To deliver high-quality products to customers, Agile teams and product owners have to jointly ensure the quality of the requirements and manage them effectively. Agile quality practices have to be ingrained in the team’s daily work. Ben Linders describes how it can be done.
Quality software starts with quality requirements. When using Agile, this means that at the start of a sprint you need the stakeholders and the development team to agree on the products and the specific functionality that have to be delivered to your customers. It’s important to have everyone involved committed to the same requirements: that ensures you’re developing a product that your customers need and are willing to pay for.
You don’t need to have buy-in on everything when you start a project. That’s unfeasible, too expensive and too time-consuming. This is where the Agile method can be of great help. Agile teams use a product backlog to manage their requirements. Product owners prioritize the user stories based on the expected value they will deliver to customers.

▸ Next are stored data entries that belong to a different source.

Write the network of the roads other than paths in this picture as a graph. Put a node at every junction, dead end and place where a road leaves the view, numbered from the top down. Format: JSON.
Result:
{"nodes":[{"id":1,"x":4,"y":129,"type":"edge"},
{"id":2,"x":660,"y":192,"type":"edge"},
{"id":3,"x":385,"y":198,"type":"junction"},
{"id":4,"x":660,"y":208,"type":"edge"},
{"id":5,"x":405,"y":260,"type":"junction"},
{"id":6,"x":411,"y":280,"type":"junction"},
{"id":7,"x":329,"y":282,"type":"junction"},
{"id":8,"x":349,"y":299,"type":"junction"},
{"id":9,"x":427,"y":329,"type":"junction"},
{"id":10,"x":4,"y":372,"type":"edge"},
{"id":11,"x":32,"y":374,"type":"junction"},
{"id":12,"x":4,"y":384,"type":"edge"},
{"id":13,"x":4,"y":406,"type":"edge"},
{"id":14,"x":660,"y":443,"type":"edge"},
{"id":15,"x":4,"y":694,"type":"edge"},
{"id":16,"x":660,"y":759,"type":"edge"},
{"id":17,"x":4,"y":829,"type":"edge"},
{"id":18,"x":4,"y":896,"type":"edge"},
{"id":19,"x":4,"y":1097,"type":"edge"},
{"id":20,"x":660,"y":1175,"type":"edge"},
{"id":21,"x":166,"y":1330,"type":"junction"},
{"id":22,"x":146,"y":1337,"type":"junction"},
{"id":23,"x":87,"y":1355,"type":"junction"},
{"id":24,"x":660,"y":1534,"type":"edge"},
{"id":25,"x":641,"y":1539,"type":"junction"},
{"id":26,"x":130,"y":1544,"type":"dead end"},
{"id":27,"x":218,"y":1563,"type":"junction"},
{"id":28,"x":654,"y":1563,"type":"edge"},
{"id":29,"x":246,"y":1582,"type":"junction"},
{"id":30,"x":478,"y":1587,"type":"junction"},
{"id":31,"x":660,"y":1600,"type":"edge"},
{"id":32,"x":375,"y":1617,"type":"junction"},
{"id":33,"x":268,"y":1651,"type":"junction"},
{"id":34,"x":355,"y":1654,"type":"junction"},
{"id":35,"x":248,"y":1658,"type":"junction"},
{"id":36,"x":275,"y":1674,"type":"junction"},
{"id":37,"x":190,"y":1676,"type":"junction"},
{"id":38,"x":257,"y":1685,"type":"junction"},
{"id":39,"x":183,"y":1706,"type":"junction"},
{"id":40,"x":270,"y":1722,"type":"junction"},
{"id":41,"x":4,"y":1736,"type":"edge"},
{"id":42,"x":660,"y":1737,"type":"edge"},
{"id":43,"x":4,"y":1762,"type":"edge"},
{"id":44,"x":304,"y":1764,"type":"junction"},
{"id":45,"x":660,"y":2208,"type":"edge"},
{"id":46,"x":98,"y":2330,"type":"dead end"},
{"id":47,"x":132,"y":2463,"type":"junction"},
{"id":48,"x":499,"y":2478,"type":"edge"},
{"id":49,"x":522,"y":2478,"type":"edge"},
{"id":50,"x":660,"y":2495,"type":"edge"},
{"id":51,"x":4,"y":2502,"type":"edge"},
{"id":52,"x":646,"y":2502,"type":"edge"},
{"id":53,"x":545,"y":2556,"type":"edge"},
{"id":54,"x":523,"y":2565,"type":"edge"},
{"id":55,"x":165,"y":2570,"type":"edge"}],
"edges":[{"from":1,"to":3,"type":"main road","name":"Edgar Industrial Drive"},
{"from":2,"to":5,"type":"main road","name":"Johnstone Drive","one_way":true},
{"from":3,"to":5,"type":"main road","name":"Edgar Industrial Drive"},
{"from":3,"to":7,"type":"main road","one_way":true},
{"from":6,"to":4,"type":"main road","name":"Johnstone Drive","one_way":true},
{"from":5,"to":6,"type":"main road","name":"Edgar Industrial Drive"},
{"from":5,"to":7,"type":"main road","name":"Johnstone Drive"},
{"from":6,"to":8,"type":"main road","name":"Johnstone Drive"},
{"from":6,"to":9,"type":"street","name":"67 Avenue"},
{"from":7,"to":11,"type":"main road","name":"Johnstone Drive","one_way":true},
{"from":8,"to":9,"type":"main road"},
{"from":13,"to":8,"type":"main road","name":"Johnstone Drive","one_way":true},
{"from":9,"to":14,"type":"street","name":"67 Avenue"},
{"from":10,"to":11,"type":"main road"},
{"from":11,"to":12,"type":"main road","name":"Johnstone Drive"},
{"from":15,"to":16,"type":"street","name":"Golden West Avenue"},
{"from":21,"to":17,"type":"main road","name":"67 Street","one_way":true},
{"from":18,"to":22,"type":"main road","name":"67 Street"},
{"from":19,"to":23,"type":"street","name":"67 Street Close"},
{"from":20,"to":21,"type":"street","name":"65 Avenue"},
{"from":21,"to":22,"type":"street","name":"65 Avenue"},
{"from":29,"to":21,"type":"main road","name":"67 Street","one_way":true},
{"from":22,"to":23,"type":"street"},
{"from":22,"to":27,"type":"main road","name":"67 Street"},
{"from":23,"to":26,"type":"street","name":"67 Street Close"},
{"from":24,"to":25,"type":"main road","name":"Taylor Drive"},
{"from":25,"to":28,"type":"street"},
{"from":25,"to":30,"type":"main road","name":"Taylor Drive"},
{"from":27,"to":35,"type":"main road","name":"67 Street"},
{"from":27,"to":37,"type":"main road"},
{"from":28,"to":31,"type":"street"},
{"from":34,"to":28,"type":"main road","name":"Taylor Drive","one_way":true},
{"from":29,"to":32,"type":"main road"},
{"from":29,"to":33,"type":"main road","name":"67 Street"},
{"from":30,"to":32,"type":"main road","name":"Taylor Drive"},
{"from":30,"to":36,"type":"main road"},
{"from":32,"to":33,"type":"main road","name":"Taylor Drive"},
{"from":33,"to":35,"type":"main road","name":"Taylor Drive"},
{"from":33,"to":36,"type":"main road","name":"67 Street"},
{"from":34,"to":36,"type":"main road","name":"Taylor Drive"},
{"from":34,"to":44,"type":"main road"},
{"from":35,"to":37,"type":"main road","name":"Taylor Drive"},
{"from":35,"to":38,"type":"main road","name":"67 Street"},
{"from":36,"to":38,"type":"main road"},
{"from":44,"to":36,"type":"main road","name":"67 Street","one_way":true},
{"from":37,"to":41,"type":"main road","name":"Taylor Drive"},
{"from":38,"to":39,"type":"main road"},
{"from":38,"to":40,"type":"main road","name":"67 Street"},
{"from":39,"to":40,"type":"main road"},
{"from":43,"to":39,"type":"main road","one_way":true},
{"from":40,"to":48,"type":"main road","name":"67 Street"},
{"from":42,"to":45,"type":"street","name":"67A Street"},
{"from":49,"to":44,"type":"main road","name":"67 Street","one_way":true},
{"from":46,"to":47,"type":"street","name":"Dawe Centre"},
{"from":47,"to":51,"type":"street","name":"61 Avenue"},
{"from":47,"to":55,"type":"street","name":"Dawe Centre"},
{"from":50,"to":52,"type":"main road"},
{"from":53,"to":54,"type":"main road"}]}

To enable teams to start developing a product, make sure the stakeholders agree on the priorities. What needs to be delivered first, what do we need now, what should be in the upcoming iteration? That should provide sufficient commitment to warrant investing time and money, and for the team to start developing a first releasable product.
The manifesto for Agile software development prefers ‘responding to change over following a plan’. But to develop software, you want to have stable requirements. The solution in Agile projects is to fix the requirements during an iteration but make them flexible over the lifetime of the project.
Agile teams treat requirements as stable during an iteration. When a user story is added to an iteration, the assumption is that there is a real need for software that fulfils the requirement. Time and money are invested at each iteration, so every decision to add a user story to a team’s iteration backlog is actually a decision to invest.
The aim of requirements stability is not to prevent changes from happening. They will happen. Discouraging them or (even worse) ignoring them is no solution. What matters is that Agile teams are sufficiently able to deal with changes to the requirements and can maintain stability during product development, so they can deliver working software.
If there’s a risk that a requirement underlying a user story might change on short notice, then it may be better to select another high-priority user story for the upcoming iteration. It’s good practice to have user stories ready for the next two to three iterations, so that it’s possible to switch user stories during the planning game. This also helps when a team is able to complete all the user stories before the end of an iteration; at that time they can discuss with the product owner which high-priority user story to add to the current iteration.
In their book Commitment, Olav Maassen and Chris Matts suggest that you never commit early unless you know why. I think this is a good approach to dealing with changing requirements. Commitment and stability support each other. By only committing to what needs to be done in the next iteration, you increase the stability of your requirements, which raises product quality.
Another Agile quality practice is to have user stories of sufficient quality available at the start of a iteration – in other words, user stories that are ‘ready’. Teams can use a Definition of Ready (DOR) to check the quality of the user stories. A DOR states the criteria that a user story should meet to be accepted into an iteration.
Similar to the Definition of Done (DOD), teams need to define their own DOR in discussion with their stakeholders, and adjust it when they see a need to do so. The DOR can include a checklist for user story quality. Many teams use Bill Wake’s INVEST principle, which states that good user stories should be independent, negotiable, valuable, estimable, small and testable.
For a user story to be ready, there should be no unanswered questions. It should be clear for the development team what the product needs to do. Quality criteria such as throughput or capacity, reaction speed and system availability can be specified using acceptance criteria.
If it’s impossible to remove all uncertainty about an important requirement, there are Agile practices you can use to clarify a requirement during an iteration. One solution is to use a spike story, a practice from Extreme Programming, to research a requirement or to investigate the feasibility of a technical solution. This can help you to drive out risk and uncertainty as early as possible.
Having several prioritized, sufficient-quality user stories ready at the start of an iteration helps to increase commitment from the stakeholders and the development team. It also lowers the chance that requirements will change during the iteration, which in turn raises product quality.
Software reviews and inspections can also significantly improve product quality. These practices existed long before Agile was defined, but are still valuable for Agile teams. Coding guidelines can be used to spot potential code quality issues. Refactoring pieces of the software will help to improve code quality and reduce technical debt.
Team members can work in pairs to increase the quality of the software while they’re writing it. They can take turns at the keyboard and switch roles to remain sharp and spot problems and opportunities to improve the code and reduce technical debt. Pair working also makes it possible for professionals to learn new skills or further develop existing ones. If you’re very deep into something, chances are you’ll start overlooking things. This is where pair working can help you; four eyes can see more than two.
When there’s a major quality issue, swarming can be used to address it effectively and quickly. In this Agile practice, the whole team focuses on a single issue and together, the team members do whatever is required to solve it.
Multidisciplinary Agile teams should have all the skills and knowledge they need to deal with quality issues effectively. They have to know how to communicate and collaborate using the skills that individual team members possess to get the job done.